Reproduce the entries verbatim; no pictures.

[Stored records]
>>>>

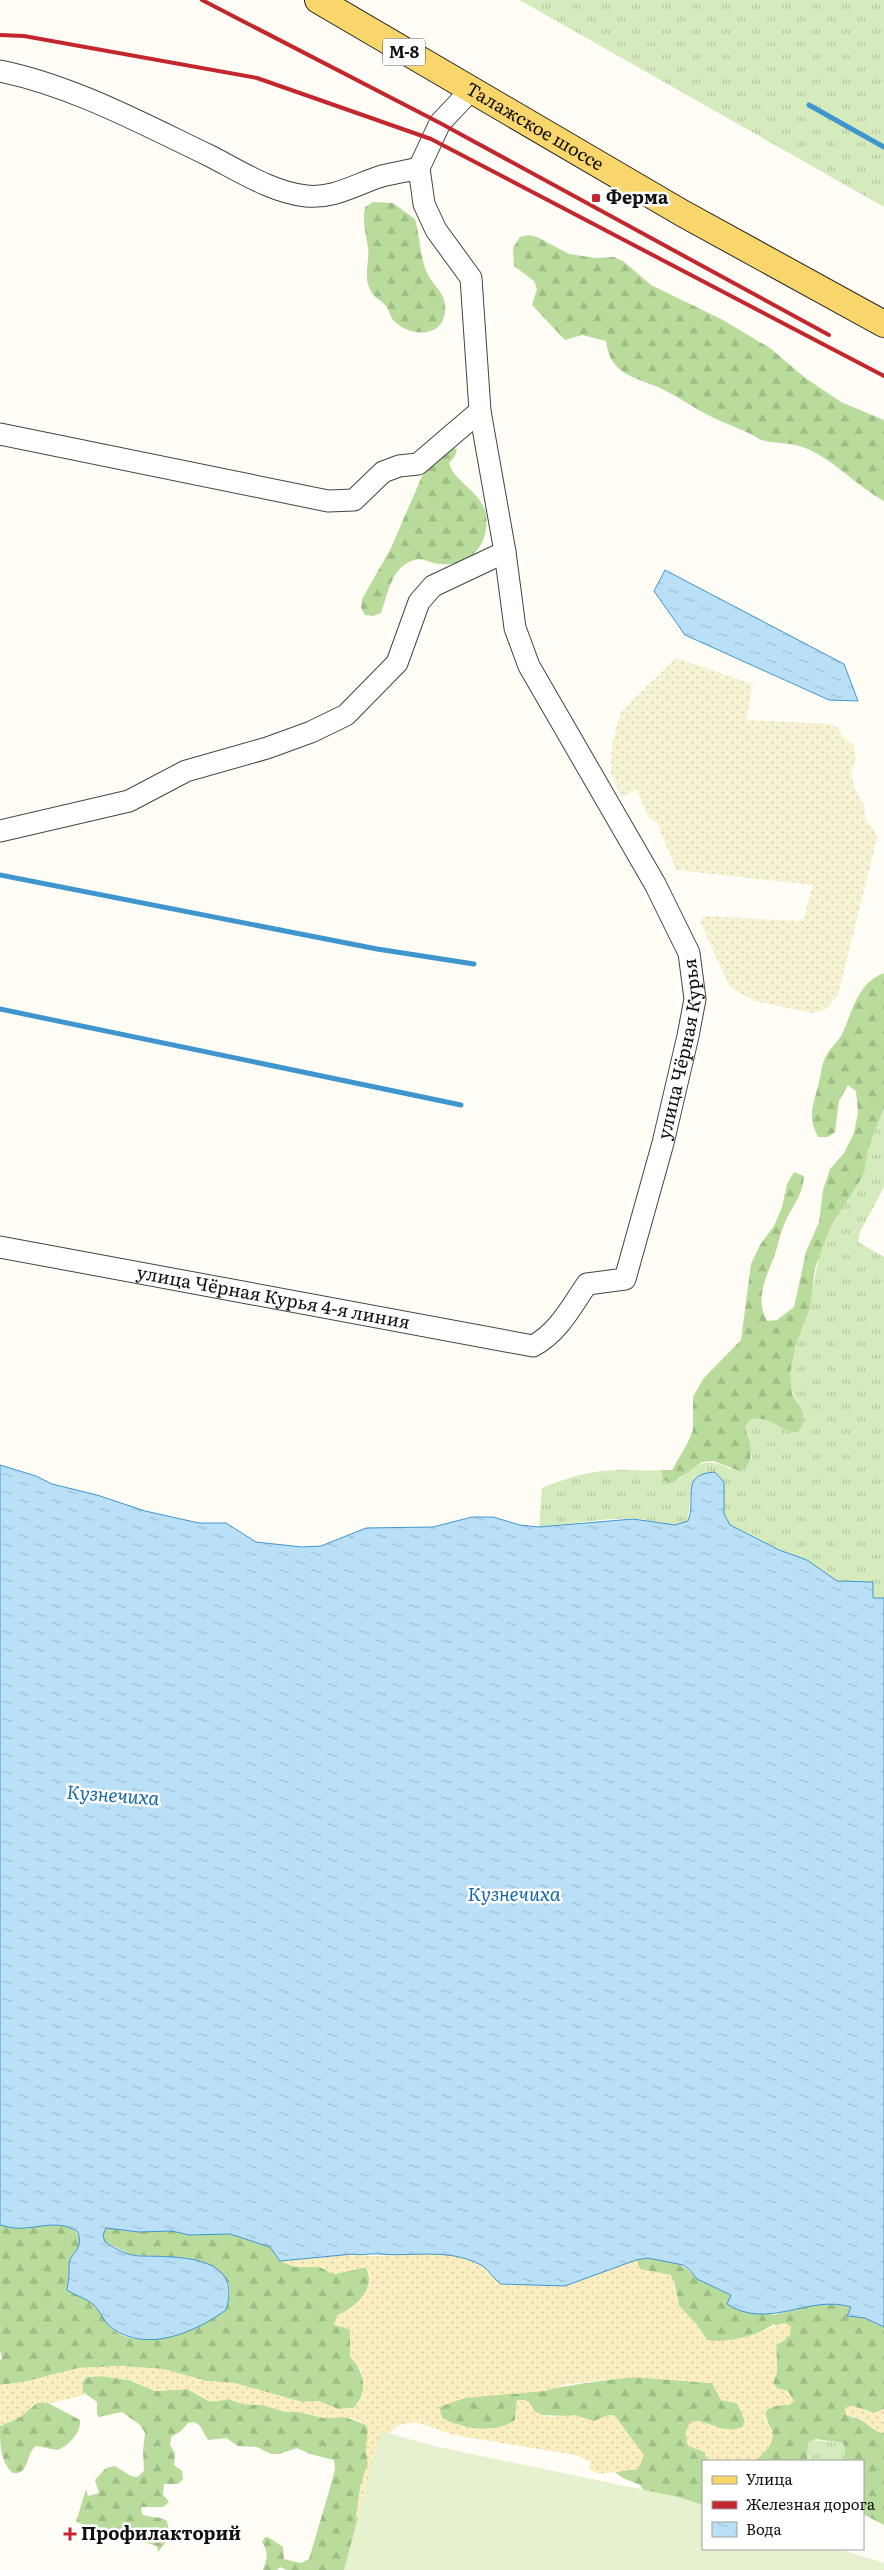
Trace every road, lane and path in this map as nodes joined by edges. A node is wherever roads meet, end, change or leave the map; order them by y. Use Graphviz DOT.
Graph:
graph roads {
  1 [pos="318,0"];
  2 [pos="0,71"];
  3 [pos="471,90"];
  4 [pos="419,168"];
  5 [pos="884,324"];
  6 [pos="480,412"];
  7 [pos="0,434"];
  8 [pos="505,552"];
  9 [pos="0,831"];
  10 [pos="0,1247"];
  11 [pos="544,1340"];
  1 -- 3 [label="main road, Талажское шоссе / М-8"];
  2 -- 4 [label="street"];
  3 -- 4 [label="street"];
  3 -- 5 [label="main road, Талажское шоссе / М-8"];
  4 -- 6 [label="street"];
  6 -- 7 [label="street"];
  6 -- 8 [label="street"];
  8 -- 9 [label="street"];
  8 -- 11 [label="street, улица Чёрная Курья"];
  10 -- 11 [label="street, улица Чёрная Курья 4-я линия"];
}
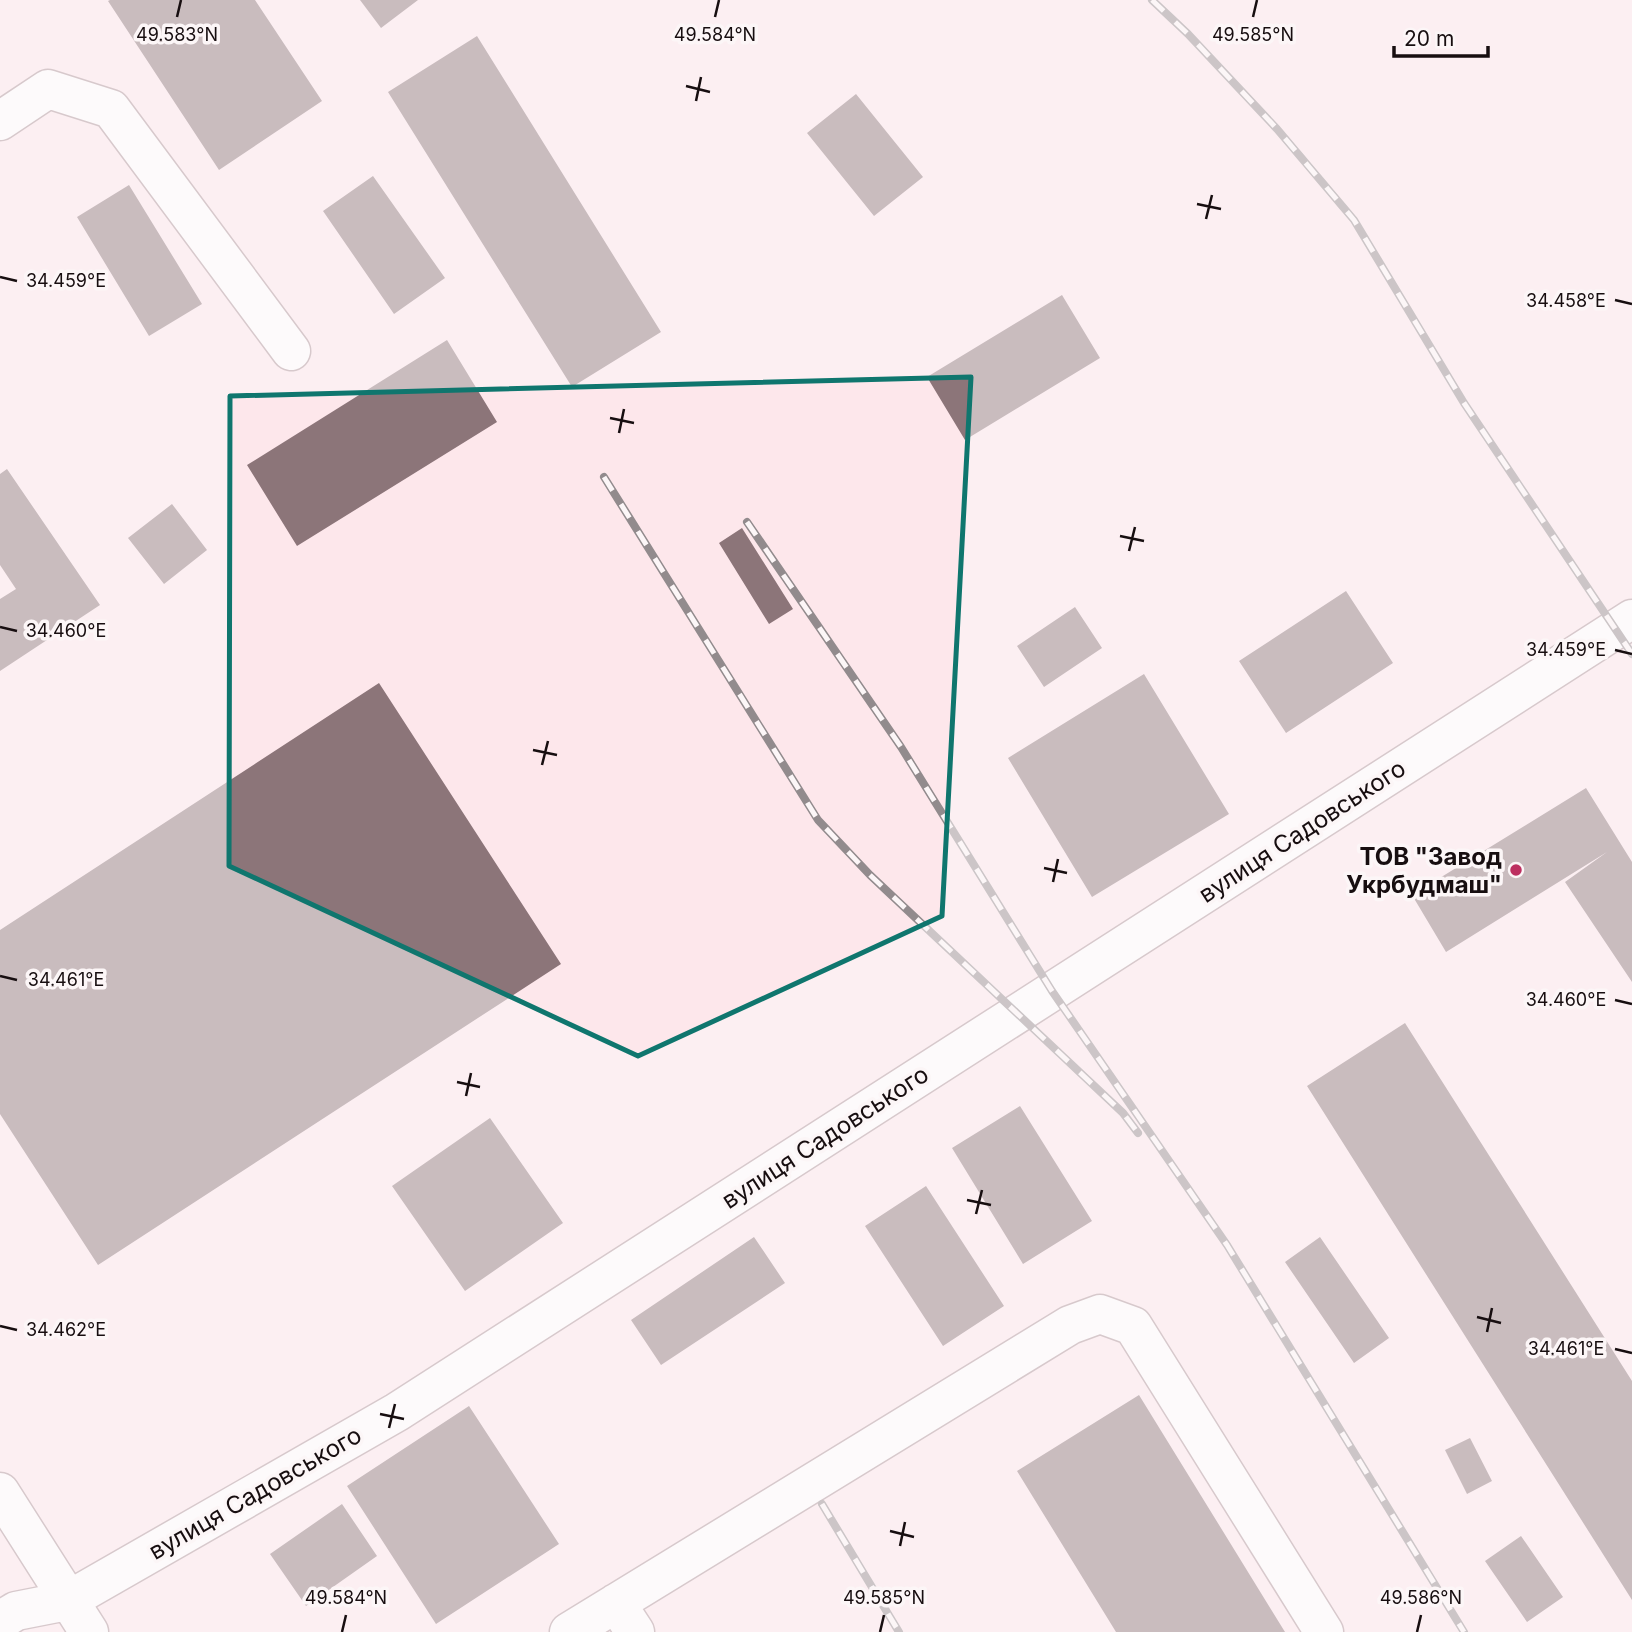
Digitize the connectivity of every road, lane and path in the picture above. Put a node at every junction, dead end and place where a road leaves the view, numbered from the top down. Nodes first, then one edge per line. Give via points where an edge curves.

<<<<

## Answer area
Trace every road, lane and path in this map as nodes joined by edges. A node is wherever roads meet, end, change or leave the map; order them by y. Use Graphviz DOT.
Graph:
graph roads {
  1 [pos="318,0"];
  2 [pos="0,71"];
  3 [pos="471,90"];
  4 [pos="419,168"];
  5 [pos="884,324"];
  6 [pos="480,412"];
  7 [pos="0,434"];
  8 [pos="505,552"];
  9 [pos="0,831"];
  10 [pos="0,1247"];
  11 [pos="544,1340"];
  1 -- 3 [label="main road, Талажское шоссе / М-8"];
  2 -- 4 [label="street"];
  3 -- 4 [label="street"];
  3 -- 5 [label="main road, Талажское шоссе / М-8"];
  4 -- 6 [label="street"];
  6 -- 7 [label="street"];
  6 -- 8 [label="street"];
  8 -- 9 [label="street"];
  8 -- 11 [label="street, улица Чёрная Курья"];
  10 -- 11 [label="street, улица Чёрная Курья 4-я линия"];
}
Digitize the connectivity of every road, lane and path in the picture above. Put a node at every junction, dead end and place where a road leaves the view, numbered from the top down. Nodes first, then one edge per line. Give via points where an edge curves.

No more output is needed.